*** Opening of Entries supplied ***
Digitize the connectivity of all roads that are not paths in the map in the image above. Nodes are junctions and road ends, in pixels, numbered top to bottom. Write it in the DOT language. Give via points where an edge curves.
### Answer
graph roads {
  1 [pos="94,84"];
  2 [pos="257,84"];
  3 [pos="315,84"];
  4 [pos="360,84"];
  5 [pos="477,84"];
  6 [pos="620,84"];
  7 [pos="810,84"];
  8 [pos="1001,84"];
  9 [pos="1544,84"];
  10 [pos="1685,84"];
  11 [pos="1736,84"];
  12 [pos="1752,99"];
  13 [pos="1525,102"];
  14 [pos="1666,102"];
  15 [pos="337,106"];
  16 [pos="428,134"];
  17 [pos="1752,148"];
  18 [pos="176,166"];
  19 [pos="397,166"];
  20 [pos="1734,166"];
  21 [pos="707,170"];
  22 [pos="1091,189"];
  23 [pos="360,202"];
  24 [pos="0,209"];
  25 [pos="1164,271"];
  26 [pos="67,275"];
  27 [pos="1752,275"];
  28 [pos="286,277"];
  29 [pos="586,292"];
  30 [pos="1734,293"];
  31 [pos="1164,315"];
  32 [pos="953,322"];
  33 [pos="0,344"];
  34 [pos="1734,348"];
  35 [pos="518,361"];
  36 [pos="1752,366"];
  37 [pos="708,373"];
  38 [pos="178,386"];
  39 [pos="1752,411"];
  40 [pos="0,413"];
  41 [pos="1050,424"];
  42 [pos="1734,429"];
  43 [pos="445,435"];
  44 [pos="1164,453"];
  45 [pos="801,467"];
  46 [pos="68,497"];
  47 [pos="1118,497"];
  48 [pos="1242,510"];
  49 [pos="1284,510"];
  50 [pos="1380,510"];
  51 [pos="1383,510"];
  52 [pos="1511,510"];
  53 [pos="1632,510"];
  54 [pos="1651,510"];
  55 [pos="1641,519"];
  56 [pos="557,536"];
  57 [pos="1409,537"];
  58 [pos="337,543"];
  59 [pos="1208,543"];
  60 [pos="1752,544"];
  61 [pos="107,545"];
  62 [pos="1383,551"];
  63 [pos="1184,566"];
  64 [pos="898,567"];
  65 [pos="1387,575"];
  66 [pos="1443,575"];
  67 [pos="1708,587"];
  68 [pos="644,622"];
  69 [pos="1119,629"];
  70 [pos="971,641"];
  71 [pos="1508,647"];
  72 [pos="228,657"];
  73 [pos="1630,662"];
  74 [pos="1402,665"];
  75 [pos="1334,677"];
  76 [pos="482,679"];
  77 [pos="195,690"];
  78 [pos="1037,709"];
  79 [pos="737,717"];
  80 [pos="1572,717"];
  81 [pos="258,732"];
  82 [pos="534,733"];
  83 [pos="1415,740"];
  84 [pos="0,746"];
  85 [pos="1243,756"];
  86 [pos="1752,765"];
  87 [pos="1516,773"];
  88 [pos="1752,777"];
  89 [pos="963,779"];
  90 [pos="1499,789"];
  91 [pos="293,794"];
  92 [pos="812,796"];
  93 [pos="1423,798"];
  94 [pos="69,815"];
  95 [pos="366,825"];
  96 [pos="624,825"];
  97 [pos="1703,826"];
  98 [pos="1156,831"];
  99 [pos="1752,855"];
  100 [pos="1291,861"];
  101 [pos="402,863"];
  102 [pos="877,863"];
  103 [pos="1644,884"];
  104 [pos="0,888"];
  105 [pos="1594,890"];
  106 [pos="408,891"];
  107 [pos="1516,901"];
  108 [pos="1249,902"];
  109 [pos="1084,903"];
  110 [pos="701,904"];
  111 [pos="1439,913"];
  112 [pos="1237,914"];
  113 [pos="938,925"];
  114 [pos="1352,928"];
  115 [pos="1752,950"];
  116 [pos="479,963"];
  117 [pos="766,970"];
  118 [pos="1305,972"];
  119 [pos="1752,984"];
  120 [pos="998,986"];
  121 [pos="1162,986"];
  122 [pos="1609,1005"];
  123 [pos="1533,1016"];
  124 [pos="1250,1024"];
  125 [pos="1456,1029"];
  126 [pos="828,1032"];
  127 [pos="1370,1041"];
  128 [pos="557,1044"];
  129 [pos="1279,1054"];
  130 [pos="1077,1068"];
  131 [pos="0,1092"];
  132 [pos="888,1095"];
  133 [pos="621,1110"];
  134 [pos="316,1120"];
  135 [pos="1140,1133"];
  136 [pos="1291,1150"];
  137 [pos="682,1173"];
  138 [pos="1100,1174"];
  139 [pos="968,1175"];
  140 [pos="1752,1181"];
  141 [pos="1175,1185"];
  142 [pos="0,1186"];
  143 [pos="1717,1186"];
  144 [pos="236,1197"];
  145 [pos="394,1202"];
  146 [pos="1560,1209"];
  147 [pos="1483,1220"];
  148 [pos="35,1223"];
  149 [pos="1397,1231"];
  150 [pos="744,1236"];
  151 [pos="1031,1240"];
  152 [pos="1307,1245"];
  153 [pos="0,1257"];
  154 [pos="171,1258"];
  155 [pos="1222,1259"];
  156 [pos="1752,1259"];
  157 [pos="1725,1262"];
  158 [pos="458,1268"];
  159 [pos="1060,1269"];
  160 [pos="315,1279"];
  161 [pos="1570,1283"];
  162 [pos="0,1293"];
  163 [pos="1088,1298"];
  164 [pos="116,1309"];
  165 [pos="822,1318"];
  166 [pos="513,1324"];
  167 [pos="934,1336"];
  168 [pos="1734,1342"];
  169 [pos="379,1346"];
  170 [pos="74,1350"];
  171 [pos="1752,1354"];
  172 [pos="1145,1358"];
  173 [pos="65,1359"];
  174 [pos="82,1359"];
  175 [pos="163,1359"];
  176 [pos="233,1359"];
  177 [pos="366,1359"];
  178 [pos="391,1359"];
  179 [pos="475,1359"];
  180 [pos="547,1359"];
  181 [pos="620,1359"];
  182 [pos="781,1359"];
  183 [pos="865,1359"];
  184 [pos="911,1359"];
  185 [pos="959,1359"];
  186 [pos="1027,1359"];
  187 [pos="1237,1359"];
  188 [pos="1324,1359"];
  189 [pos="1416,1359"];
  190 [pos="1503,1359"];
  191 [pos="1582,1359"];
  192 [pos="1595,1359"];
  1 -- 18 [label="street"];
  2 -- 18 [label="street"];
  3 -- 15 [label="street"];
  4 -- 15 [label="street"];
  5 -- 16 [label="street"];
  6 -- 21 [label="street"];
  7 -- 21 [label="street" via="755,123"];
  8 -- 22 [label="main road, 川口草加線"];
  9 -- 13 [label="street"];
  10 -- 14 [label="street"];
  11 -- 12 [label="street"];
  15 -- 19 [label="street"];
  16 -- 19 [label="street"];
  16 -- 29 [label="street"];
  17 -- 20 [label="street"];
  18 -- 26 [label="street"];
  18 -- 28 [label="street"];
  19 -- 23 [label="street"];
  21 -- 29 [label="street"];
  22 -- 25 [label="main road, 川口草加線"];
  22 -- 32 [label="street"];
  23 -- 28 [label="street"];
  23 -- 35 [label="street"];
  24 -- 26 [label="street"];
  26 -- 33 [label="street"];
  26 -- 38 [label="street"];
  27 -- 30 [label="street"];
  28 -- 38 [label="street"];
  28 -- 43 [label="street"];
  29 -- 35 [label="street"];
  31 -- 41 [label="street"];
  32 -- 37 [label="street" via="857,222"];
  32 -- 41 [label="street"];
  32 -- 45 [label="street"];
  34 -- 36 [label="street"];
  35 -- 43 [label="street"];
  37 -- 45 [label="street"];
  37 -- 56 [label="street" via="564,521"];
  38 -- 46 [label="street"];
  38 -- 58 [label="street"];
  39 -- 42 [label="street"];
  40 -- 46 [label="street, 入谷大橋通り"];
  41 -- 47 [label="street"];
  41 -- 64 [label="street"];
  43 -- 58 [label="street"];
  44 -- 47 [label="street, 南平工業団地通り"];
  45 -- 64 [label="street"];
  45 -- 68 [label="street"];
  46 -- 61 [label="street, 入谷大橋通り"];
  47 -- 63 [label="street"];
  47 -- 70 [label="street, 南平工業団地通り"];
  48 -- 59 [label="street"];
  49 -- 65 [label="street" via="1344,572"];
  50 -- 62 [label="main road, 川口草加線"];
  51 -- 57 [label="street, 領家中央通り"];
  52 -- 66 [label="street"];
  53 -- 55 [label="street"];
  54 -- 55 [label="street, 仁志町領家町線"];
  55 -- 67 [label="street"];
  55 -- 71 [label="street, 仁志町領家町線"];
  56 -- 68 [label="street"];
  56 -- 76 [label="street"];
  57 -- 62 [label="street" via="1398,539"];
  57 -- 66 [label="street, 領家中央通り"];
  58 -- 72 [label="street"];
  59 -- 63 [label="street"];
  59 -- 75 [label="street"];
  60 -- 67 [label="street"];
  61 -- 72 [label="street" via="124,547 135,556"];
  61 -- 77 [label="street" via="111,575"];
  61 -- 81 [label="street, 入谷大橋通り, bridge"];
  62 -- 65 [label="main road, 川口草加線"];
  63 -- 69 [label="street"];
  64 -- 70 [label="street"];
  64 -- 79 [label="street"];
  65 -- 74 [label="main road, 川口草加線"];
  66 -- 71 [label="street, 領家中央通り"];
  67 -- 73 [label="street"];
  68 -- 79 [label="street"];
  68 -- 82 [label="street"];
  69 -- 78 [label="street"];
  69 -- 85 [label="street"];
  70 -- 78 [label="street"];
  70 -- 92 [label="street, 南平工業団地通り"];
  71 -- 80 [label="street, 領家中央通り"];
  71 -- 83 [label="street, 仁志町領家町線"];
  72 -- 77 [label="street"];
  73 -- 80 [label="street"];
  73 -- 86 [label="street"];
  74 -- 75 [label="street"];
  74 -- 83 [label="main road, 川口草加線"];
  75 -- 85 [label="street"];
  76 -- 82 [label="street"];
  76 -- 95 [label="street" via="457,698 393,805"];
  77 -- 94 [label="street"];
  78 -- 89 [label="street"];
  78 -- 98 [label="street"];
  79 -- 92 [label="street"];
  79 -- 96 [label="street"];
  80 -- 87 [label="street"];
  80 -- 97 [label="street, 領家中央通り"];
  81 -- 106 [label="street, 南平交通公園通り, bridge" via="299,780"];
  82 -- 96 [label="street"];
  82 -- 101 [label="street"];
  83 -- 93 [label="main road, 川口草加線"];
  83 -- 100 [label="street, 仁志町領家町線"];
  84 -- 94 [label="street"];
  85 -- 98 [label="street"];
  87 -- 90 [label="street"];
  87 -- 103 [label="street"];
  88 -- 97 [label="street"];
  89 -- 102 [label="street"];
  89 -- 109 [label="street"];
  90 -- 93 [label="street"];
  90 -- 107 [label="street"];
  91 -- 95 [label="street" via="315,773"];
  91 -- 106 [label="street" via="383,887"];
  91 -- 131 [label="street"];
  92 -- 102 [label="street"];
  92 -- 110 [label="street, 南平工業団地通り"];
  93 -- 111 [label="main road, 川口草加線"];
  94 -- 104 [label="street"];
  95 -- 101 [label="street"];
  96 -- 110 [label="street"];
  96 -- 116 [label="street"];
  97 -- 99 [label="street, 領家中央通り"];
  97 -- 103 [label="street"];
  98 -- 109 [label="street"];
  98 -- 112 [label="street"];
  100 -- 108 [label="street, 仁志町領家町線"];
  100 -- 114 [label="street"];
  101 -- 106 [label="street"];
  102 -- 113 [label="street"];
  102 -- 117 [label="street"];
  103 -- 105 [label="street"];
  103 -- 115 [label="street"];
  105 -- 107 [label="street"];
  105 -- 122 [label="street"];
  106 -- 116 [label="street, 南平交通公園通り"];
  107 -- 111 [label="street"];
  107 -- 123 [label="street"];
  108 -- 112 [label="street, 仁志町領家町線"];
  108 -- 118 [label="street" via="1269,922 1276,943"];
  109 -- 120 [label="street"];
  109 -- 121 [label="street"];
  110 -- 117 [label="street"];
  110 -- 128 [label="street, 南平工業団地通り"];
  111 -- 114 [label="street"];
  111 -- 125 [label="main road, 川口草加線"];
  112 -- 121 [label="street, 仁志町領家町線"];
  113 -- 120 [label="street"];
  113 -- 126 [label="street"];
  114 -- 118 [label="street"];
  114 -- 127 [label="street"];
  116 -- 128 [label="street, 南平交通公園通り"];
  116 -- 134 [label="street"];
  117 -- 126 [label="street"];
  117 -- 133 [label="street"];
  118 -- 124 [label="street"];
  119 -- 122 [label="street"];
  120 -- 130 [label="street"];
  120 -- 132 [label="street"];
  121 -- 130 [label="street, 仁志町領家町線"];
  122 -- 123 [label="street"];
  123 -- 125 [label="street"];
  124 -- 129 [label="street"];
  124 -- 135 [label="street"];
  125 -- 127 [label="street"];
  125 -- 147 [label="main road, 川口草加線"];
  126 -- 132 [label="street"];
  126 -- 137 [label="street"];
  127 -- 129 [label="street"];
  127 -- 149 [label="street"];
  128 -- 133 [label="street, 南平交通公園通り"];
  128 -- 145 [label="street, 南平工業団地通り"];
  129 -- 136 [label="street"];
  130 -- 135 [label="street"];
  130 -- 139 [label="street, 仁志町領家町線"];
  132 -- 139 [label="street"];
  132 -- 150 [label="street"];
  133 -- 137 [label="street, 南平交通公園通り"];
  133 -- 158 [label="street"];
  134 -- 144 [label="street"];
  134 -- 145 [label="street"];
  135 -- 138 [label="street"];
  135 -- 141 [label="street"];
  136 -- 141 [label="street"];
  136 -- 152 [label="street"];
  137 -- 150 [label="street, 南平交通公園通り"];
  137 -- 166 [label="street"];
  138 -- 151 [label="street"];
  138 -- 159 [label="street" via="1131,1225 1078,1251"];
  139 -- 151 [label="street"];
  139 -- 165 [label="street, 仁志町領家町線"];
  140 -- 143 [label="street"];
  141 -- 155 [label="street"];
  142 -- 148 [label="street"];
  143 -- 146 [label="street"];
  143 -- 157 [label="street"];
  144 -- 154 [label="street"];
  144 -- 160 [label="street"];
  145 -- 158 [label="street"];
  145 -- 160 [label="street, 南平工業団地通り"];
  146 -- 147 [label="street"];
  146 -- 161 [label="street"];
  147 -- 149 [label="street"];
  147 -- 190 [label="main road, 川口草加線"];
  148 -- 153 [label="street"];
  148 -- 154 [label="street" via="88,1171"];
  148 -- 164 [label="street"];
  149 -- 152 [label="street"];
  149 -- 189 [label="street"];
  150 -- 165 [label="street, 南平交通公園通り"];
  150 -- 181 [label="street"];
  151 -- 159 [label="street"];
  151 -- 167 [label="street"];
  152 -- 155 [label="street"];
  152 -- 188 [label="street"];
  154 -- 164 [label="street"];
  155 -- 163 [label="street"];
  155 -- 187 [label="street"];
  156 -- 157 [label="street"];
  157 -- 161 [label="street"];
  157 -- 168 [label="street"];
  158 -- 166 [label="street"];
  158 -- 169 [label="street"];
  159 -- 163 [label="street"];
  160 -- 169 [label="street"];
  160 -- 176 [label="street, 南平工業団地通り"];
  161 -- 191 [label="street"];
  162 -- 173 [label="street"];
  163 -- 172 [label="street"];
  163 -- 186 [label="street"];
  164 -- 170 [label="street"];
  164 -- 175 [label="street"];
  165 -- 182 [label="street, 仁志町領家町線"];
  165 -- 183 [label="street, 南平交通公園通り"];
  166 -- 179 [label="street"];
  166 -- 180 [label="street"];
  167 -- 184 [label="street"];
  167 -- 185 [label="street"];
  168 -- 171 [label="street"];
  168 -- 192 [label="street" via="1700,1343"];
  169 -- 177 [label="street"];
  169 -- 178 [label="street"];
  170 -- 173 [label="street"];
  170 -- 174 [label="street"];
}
*** Close of Entries supplied ***
• _What the exercise asks_: Work out how many lines of the data include the word "南平工業団地通り", and write that number alone.

• _Reply to the task_: 8